Scale-out Network (GPU-to-Data Center): Prioritizes cost and reach. In this domain, pluggable optics remain strong, but AECs, with reliability comparable to copper and lower cost than optics, are actively penetrating short-reach links within leaf-spine networks .
3. Future Outlook
Looking ahead three to five years, data center interconnects will present a diversified landscape:
Copper Will Not Die: Advanced active copper cables, represented by AEC, will continue to dominate short-reach (<10m) connections. Emphasis by major players like NVIDIA that "copper still matters" suggests copper remains the most cost-effective solution in the early stages of rack-scale expansion .
The Evolution of Optics: Between 10 meters and several kilometers, optical communication remains the absolute main force. However, its form will change: externally, LPO/LRO are poised to become power-efficient solutions for intermediate distances; internally, CPO will transition from labs to large-scale commercial deployment, particularly in custom switches for hyperscalers .

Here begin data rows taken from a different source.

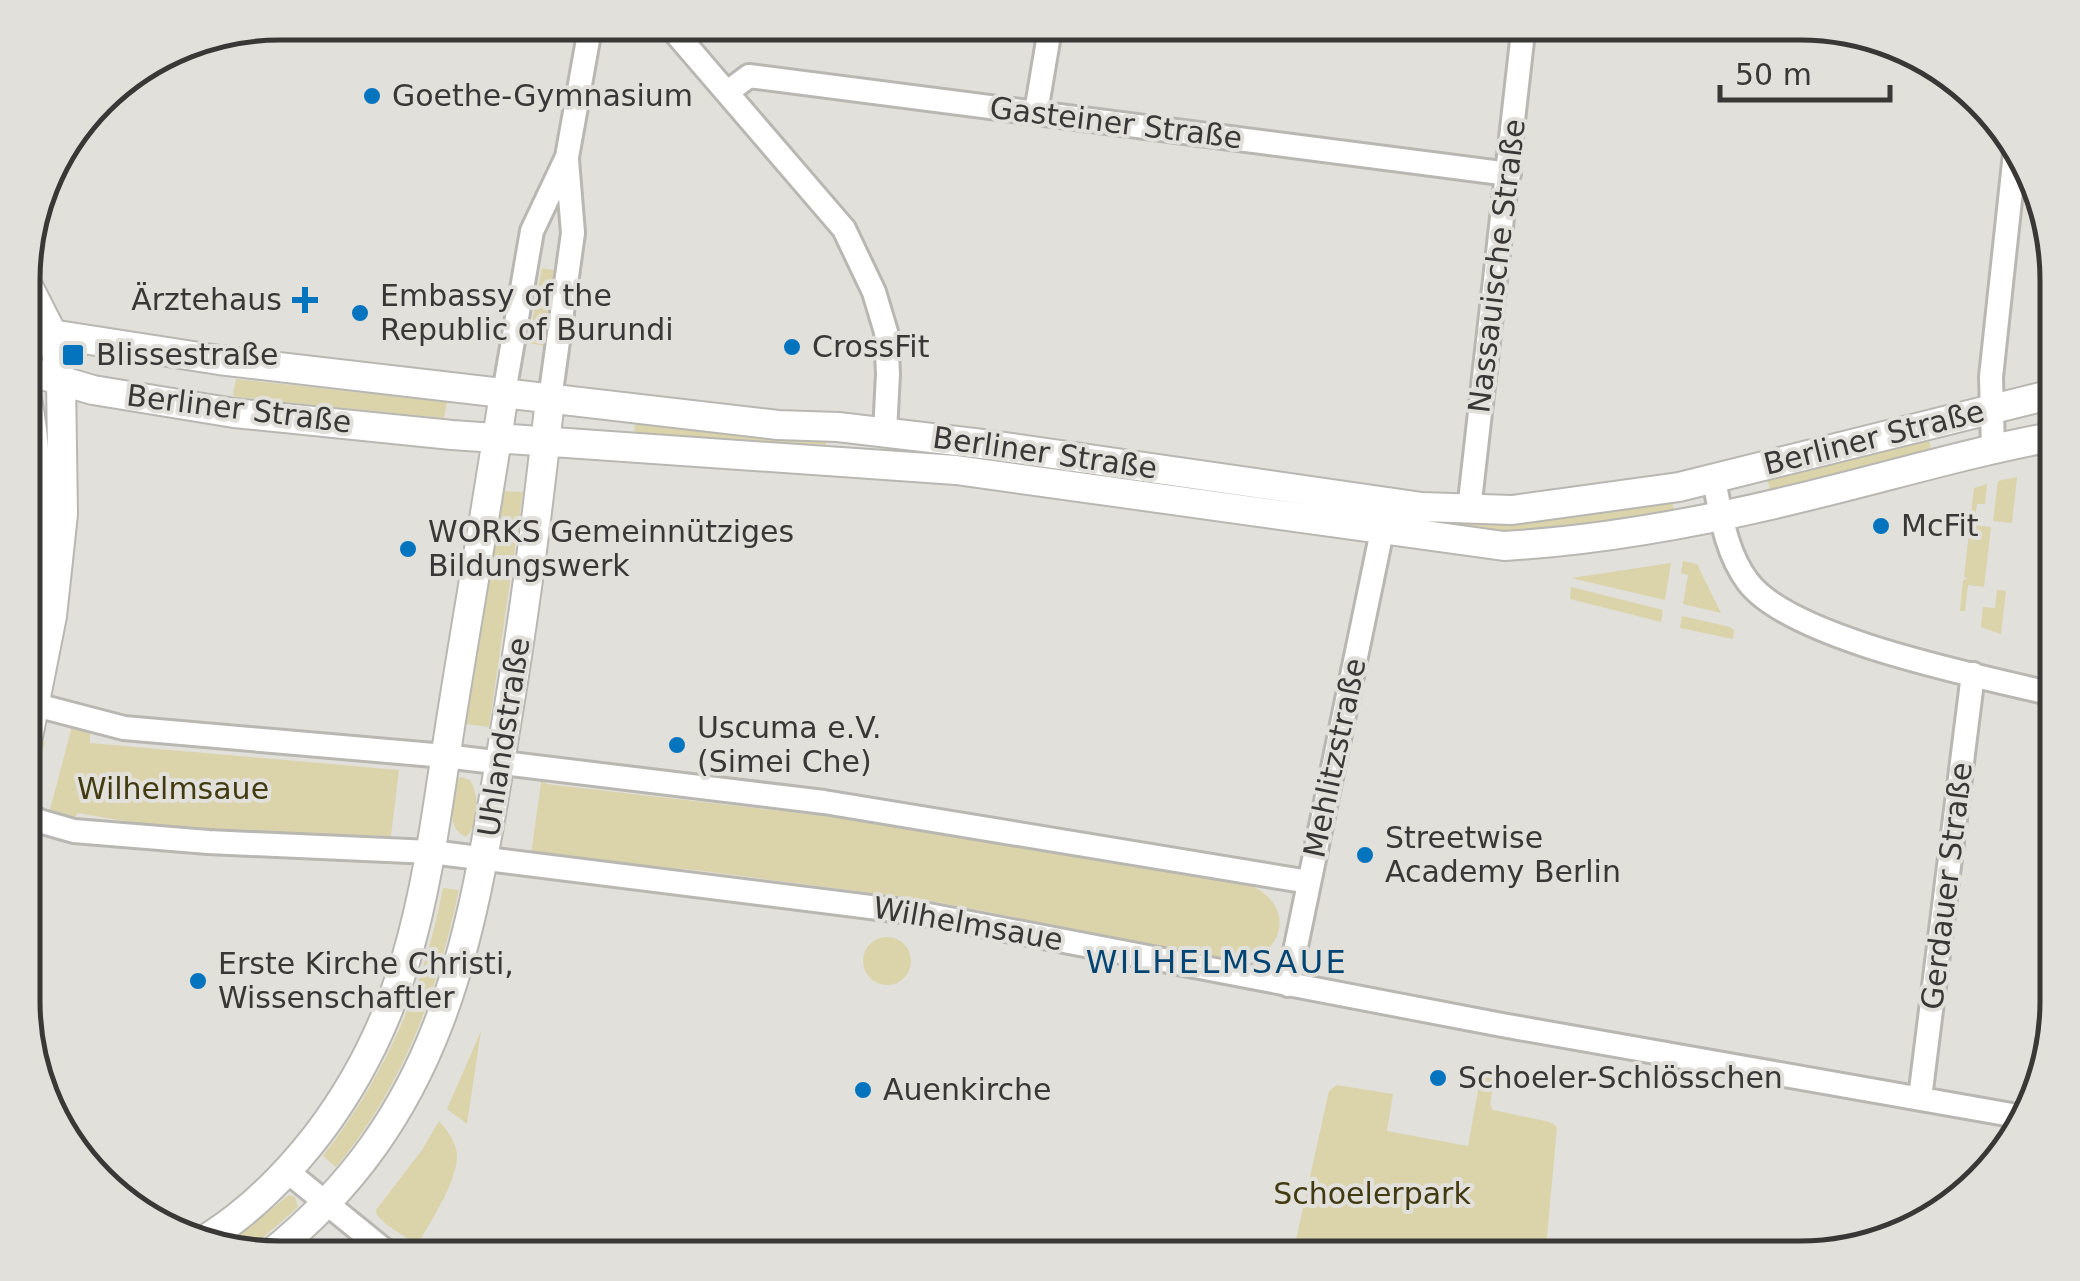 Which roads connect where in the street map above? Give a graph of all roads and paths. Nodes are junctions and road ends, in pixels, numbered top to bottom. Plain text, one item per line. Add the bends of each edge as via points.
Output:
1 (1048, 40) edge
2 (1522, 40) edge
3 (588, 41) edge
4 (685, 41) edge
5 (729, 91) junction
6 (1036, 112) junction
7 (567, 156) junction
8 (2013, 170) edge
9 (1508, 174) junction
10 (40, 309) edge
11 (40, 333) edge
12 (53, 335) junction
13 (40, 374) edge
14 (61, 380) junction
15 (504, 393) junction
16 (550, 398) junction
17 (2039, 398) edge
18 (1991, 409) junction
19 (885, 432) junction
20 (498, 438) junction
21 (2039, 439) edge
22 (546, 440) junction
23 (1993, 448) junction
24 (1714, 480) junction
25 (1469, 510) junction
26 (1721, 514) junction
27 (1382, 532) junction
28 (1973, 674) junction
29 (40, 681) edge
30 (2039, 690) edge
31 (40, 705) edge
32 (445, 756) junction
33 (500, 763) junction
34 (40, 821) edge
35 (431, 852) junction
36 (485, 858) junction
37 (1309, 882) junction
38 (1288, 984) junction
39 (1920, 1098) junction
40 (2011, 1115) edge
41 (288, 1172) junction
42 (326, 1204) junction
43 (214, 1232) edge
44 (285, 1241) edge
45 (373, 1241) edge

1 - 6 street
2 - 9 street, Nassauische Straße
3 - 7 street, Uhlandstraße
4 - 5 street
5 - 6 street, Gasteiner Straße via 749,76
5 - 19 street via 844,229 874,292 886,332
6 - 9 street, Gasteiner Straße
7 - 15 street, Uhlandstraße via 532,231
7 - 16 street, Uhlandstraße via 573,234
8 - 18 street
9 - 25 street, Nassauische Straße
10 - 12 main road
11 - 12 main road, Berliner Straße
12 - 14 main road
12 - 15 main road, Berliner Straße
13 - 14 main road, Berliner Straße
14 - 20 main road, Berliner Straße via 224,411
14 - 29 main road via 63,514
15 - 16 main road, Berliner Straße
15 - 20 main road, Uhlandstraße
16 - 19 main road, Berliner Straße
16 - 22 main road, Uhlandstraße
17 - 18 main road, Berliner Straße
18 - 23 street
18 - 24 main road, Berliner Straße
19 - 25 main road, Berliner Straße
20 - 22 main road, Berliner Straße
20 - 32 main road, Uhlandstraße
21 - 23 main road, Berliner Straße
22 - 27 main road, Berliner Straße via 956,470
22 - 33 main road, Uhlandstraße
23 - 26 main road, Berliner Straße
24 - 25 main road, Berliner Straße via 1576,504
24 - 26 street
26 - 27 main road, Berliner Straße via 1514,546
26 - 28 street via 1739,568 1778,609 1868,646
27 - 37 street, Mehlitzstraße
28 - 30 street
28 - 39 street, Gerdauer Straße
31 - 32 street via 124,728
32 - 33 street
32 - 35 main road, Uhlandstraße
33 - 36 main road, Uhlandstraße
33 - 37 street via 824,802
34 - 35 street, Wilhelmsaue via 74,831 208,842
35 - 36 street, Wilhelmsaue
35 - 41 main road, Uhlandstraße via 410,952 374,1048
36 - 38 street, Wilhelmsaue via 918,913
36 - 42 main road, Uhlandstraße via 436,1034 390,1122
37 - 38 street, Mehlitzstraße
38 - 39 street, Wilhelmsaue
39 - 40 street, Wilhelmsaue
41 - 42 street
41 - 43 main road, Uhlandstraße
42 - 44 main road, Uhlandstraße
42 - 45 street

The Battle of Standards and Ecosystem: The 224Gbps per lane ecosystem is emerging . Both copper and fiber interconnects must comply with this new physical layer standard. Standards defined by organizations like OIF and IEEE (e.g., 800G-LR, 1600G-ZR) will dictate the compatibility and cost structure of the next generation of interconnect technologies .
Data center interconnection is no longer an either-or choice, but a complex prioritization problem based on physical layer constraints and Total Cost of Ownership (TCO) models. DAC holds the line in the last meter, AEC is conquering the main battlefield between racks, LPO seeks to redefine the energy efficiency of optical modules, and CPO represents the ultimate path toward future high-bandwidth-density computing. Understanding this layered evolution is key to architecting next-generation AI infrastructure.